- [Try it]: Work through the records that follow and return each line containing the word "relate".

────

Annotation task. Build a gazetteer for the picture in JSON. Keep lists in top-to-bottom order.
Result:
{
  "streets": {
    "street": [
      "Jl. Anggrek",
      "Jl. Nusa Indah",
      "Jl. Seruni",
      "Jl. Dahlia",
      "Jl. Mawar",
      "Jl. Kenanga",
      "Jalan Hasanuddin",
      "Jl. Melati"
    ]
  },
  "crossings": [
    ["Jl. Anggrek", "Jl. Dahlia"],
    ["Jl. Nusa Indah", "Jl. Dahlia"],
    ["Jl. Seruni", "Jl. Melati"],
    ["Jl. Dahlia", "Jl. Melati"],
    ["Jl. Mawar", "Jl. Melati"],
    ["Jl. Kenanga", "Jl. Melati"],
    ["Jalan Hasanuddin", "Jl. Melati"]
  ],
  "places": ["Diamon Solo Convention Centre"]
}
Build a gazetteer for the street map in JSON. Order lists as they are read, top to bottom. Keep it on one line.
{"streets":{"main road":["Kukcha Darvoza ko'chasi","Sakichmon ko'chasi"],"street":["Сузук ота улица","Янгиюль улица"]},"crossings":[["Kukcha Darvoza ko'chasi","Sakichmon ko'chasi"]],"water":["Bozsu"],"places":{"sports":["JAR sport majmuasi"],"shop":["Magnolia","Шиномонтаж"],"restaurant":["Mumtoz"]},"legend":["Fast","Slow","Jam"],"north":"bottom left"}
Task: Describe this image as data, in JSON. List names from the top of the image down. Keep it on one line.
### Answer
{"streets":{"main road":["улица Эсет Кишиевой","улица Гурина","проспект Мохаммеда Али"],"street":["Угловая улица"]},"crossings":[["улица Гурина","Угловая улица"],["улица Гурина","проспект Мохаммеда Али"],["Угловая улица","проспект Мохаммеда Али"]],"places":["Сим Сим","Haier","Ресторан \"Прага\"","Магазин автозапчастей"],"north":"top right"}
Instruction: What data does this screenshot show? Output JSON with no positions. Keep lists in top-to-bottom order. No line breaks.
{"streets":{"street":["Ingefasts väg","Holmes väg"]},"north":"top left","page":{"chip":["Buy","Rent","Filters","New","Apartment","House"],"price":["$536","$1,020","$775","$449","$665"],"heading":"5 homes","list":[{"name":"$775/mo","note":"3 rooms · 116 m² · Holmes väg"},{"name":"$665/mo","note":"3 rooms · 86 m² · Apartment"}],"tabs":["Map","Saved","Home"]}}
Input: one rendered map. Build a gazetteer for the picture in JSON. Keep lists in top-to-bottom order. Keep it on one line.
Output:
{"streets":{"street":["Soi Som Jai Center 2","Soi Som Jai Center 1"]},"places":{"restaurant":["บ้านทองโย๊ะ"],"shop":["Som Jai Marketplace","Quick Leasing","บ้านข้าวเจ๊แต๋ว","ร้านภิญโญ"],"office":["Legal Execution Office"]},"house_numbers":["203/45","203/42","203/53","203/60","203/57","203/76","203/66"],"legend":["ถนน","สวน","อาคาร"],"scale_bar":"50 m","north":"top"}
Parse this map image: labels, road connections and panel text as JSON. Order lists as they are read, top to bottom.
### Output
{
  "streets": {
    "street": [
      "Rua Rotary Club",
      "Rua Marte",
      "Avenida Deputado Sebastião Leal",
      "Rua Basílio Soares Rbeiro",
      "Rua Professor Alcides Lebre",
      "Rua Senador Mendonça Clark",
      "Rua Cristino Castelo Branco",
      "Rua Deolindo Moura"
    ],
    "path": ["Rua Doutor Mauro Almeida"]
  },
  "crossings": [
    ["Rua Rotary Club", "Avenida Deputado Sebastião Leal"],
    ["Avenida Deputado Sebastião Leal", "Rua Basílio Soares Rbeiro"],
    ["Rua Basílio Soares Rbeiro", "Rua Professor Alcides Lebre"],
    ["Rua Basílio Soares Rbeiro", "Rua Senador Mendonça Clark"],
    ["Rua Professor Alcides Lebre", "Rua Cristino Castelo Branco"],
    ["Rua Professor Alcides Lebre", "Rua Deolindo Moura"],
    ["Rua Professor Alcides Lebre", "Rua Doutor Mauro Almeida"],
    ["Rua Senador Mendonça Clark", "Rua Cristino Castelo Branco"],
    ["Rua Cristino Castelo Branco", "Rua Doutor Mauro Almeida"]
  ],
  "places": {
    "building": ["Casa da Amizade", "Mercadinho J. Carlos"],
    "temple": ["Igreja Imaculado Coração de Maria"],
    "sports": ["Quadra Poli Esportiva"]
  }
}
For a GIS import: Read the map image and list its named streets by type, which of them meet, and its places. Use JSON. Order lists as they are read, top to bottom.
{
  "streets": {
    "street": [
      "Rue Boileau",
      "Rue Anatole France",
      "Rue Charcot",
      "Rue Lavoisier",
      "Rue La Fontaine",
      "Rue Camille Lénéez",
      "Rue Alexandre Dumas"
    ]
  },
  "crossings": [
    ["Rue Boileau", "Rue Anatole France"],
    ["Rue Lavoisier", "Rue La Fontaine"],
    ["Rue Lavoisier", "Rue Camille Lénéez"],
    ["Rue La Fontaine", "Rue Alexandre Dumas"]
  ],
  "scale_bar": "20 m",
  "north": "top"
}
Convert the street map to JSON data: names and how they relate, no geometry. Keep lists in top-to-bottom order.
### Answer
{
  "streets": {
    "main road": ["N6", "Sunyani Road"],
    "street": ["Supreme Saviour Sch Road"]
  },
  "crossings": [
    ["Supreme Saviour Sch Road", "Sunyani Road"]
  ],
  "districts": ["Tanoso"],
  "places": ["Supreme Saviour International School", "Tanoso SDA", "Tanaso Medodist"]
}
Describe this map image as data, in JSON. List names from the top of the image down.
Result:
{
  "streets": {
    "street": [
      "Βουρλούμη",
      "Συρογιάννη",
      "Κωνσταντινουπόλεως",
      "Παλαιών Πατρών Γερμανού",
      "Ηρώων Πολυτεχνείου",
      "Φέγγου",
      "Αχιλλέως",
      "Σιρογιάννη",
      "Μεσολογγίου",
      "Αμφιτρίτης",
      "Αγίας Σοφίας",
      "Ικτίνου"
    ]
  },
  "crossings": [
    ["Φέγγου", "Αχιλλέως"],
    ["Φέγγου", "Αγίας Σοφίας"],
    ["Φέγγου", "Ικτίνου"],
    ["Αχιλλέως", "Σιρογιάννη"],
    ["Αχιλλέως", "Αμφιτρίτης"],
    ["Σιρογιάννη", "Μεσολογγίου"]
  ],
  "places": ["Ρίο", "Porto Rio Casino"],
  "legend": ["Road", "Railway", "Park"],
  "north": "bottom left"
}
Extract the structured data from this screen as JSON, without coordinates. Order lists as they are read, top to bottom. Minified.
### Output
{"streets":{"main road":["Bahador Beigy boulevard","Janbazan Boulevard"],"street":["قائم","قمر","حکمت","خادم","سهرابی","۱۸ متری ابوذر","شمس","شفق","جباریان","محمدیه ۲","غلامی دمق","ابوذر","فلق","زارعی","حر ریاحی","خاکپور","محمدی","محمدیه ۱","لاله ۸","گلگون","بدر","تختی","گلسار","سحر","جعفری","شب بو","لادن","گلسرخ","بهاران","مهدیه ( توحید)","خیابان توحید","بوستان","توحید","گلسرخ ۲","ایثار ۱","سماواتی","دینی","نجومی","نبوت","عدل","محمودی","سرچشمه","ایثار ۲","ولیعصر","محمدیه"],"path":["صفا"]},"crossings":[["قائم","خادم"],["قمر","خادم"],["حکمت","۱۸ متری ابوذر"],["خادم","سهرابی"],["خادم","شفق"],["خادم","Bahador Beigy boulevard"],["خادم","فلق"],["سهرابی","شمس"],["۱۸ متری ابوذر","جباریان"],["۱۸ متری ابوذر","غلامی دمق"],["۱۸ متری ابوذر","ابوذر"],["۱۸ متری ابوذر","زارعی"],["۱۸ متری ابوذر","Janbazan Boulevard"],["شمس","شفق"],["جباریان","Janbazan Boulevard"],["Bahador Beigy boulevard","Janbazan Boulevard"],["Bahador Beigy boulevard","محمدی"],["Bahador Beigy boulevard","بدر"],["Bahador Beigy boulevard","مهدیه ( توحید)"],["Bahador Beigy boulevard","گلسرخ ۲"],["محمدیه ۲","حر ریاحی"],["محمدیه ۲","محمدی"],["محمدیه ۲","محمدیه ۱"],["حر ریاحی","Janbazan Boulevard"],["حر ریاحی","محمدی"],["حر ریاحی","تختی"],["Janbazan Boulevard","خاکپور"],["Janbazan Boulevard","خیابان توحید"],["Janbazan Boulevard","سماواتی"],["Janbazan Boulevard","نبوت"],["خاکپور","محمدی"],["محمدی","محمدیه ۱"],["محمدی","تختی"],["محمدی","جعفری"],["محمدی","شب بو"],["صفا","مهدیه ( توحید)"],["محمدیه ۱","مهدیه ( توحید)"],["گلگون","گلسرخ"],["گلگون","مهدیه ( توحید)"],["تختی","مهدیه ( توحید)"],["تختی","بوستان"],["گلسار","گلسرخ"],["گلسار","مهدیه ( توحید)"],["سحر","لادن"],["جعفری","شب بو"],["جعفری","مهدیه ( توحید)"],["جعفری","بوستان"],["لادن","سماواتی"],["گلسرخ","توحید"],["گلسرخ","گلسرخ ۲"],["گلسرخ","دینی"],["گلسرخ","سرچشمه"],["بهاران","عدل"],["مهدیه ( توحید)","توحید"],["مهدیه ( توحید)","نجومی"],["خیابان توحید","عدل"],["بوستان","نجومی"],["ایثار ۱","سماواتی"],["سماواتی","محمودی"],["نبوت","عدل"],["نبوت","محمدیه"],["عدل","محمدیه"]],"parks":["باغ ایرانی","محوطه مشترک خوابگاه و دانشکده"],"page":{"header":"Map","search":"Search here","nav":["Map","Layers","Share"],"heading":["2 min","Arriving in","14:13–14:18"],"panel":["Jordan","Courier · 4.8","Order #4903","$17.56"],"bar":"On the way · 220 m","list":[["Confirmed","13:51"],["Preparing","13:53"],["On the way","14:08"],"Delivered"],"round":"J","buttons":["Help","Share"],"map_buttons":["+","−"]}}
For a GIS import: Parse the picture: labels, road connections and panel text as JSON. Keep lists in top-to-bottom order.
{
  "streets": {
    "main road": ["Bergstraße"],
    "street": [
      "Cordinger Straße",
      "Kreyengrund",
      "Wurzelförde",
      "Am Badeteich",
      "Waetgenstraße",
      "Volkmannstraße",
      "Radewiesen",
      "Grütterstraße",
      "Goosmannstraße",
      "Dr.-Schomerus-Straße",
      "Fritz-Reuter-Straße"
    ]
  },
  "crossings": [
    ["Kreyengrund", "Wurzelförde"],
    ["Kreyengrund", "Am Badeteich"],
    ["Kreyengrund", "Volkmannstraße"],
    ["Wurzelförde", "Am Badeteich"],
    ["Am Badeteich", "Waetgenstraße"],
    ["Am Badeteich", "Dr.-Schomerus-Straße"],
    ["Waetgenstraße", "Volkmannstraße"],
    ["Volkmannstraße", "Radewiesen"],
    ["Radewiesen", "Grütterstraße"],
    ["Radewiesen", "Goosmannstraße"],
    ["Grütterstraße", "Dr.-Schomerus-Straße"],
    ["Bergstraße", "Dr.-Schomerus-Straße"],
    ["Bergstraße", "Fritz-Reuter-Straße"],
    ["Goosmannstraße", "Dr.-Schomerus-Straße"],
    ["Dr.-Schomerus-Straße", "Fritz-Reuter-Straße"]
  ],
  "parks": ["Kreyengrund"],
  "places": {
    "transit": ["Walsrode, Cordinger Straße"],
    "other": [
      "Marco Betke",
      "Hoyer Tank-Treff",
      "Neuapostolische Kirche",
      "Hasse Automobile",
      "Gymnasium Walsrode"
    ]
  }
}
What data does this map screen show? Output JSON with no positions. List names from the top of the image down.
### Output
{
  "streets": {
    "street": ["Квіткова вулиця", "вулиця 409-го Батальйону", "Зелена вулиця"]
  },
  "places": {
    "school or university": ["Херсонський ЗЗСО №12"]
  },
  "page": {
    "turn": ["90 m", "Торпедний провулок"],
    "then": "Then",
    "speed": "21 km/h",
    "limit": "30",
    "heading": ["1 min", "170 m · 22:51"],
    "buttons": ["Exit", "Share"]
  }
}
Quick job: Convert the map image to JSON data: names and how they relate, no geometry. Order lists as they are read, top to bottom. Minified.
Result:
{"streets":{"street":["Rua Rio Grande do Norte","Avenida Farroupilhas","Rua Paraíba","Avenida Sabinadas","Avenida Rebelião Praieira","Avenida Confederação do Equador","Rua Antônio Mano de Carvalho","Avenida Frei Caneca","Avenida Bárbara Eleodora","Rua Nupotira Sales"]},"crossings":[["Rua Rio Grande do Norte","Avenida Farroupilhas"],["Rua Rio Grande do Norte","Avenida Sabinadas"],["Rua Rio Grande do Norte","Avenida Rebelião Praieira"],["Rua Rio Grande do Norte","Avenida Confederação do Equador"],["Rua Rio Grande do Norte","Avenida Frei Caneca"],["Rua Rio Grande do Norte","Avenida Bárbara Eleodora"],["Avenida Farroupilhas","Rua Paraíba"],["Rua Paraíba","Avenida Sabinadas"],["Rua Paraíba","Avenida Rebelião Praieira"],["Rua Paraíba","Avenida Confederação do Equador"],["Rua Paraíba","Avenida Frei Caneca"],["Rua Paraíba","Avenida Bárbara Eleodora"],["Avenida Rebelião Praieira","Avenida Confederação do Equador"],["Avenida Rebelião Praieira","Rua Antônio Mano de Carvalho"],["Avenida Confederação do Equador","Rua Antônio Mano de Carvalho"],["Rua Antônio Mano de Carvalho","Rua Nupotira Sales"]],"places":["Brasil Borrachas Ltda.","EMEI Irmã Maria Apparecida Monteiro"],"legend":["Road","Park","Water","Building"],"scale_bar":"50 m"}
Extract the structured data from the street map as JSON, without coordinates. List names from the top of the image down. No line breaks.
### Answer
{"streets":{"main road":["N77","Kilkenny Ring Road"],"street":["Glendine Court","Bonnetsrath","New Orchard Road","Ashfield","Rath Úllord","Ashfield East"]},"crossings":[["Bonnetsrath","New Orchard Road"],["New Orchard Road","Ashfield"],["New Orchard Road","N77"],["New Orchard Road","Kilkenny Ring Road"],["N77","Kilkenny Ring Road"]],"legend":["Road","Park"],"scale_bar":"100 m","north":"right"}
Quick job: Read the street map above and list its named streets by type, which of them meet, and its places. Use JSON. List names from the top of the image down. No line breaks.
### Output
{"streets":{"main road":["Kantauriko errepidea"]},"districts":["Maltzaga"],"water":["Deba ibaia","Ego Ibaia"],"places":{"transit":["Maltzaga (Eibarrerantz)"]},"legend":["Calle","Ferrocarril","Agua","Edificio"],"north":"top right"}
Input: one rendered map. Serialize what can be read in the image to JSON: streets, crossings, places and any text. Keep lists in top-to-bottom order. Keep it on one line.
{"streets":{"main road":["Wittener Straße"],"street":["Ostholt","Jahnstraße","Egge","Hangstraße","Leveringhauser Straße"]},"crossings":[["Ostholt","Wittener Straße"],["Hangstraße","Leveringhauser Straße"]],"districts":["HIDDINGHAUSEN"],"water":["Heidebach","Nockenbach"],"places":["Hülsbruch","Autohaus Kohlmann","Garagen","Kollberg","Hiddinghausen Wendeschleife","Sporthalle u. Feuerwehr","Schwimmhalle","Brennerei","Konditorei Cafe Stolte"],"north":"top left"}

────

- [Answer space]:
Convert the street map to JSON data: names and how they relate, no geometry. Keep lists in top-to-bottom order.
Quick job: Convert the map image to JSON data: names and how they relate, no geometry. Order lists as they are read, top to bottom. Minified.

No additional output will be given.